Screen
Cold Souls
Wed, Sep 23, 2009 (6:28 p.m.)
David Strathairn (left) and Paul Giamatti (right) star in Cold Souls, which comes out Friday.
Charlie Kaufman had nothing to do with Cold Souls. Nearly every review of writer-director Sophie Barthes’ debut feature mentions screenwriter and sometime director Kaufman, so I figure I ought to get it out of the way as soon as possible. Souls owes a lot to Kaufman’s work, particularly Being John Malkovich and Eternal Sunshine of the Spotless Mind, and Barthes’ film generally suffers by comparison. It’s not as cerebral or as moving as Kaufman’s best work, but it has a lightness to it at times that makes it a better pure comedy than anything Kaufman’s ever made. Barthes gets bogged down in existentialism in the movie’s final third, but until then she engages in some fun absurdist humor, anchored by a strong performance from Paul Giamatti.
The Details
- Cold Souls
- Paul Giamatti, Dina Korzun, David Strathairn.

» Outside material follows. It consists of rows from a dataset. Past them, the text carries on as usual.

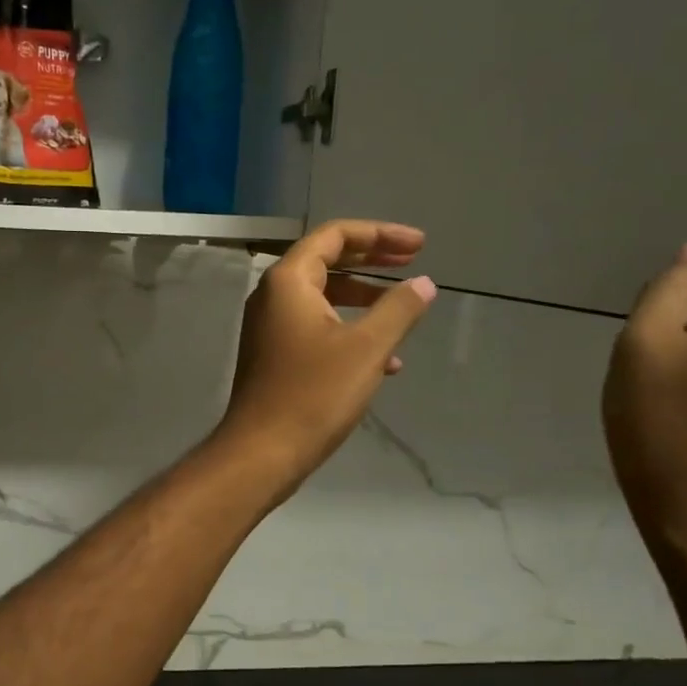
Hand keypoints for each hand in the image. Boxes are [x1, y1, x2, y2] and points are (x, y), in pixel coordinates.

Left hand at [214, 219, 437, 487]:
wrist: (263, 451)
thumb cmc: (314, 393)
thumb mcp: (366, 347)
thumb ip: (398, 309)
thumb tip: (423, 283)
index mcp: (288, 281)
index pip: (334, 236)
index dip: (379, 234)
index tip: (419, 245)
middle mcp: (273, 296)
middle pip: (327, 261)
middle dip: (373, 260)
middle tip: (414, 262)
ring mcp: (270, 327)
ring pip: (323, 298)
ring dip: (364, 299)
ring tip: (405, 310)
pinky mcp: (275, 355)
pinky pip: (317, 328)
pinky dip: (349, 332)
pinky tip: (386, 361)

- Directed by Sophie Barthes.
- Rated PG-13.
- Opens Friday.
- Beyond the Weekly
- Cold Souls
- Rotten Tomatoes
- IMDb: Cold Souls
Giamatti here is playing himself, or at least a fictionalized version of himself. The movie’s Giamatti is struggling with his lead performance in a stage production of Anton Chekhov’s Uncle Vanya, and as a solution he turns to a company that extracts and stores people’s souls. Barthes plays this fantastical conceit basically straight, with David Strathairn giving a nice deadpan performance as the avuncular head of the organization. Giamatti gets his soul removed (it looks like a chickpea), but this only makes him worse at playing Uncle Vanya (Giamatti’s “soulless” acting bears an uncanny resemblance to the work of William Shatner), as well as alienates him from his wife (Emily Watson, severely underused).
Giamatti (the actor) portrays all of this with just the right balance of silliness and solemnity; it’s obvious that Giamatti (the character) takes his soul’s status very seriously, but the whole process is so ridiculous that it can’t help but elicit laughter. Things take a turn, though, when Giamatti decides to “rent” the soul of a Russian poet and starts experiencing her memories, then asks for his own soul back, only to discover that it’s been smuggled to Russia and sold on the black market.
At that point, when Giamatti and a Russian “soul mule” (Korzun) travel to St. Petersburg to retrieve his soul (which has been sold to a Russian actress), the movie becomes too ponderous and heavy, and its musings on the nature of existence are kind of thin. Like Being John Malkovich, it plays with people’s desires to inhabit the lives of celebrities, and like Eternal Sunshine of the Spotless Mind, it imagines a world where complicated emotional transactions can be handled by machines. Unlike either of those movies, though, it’s best when it’s just being goofy.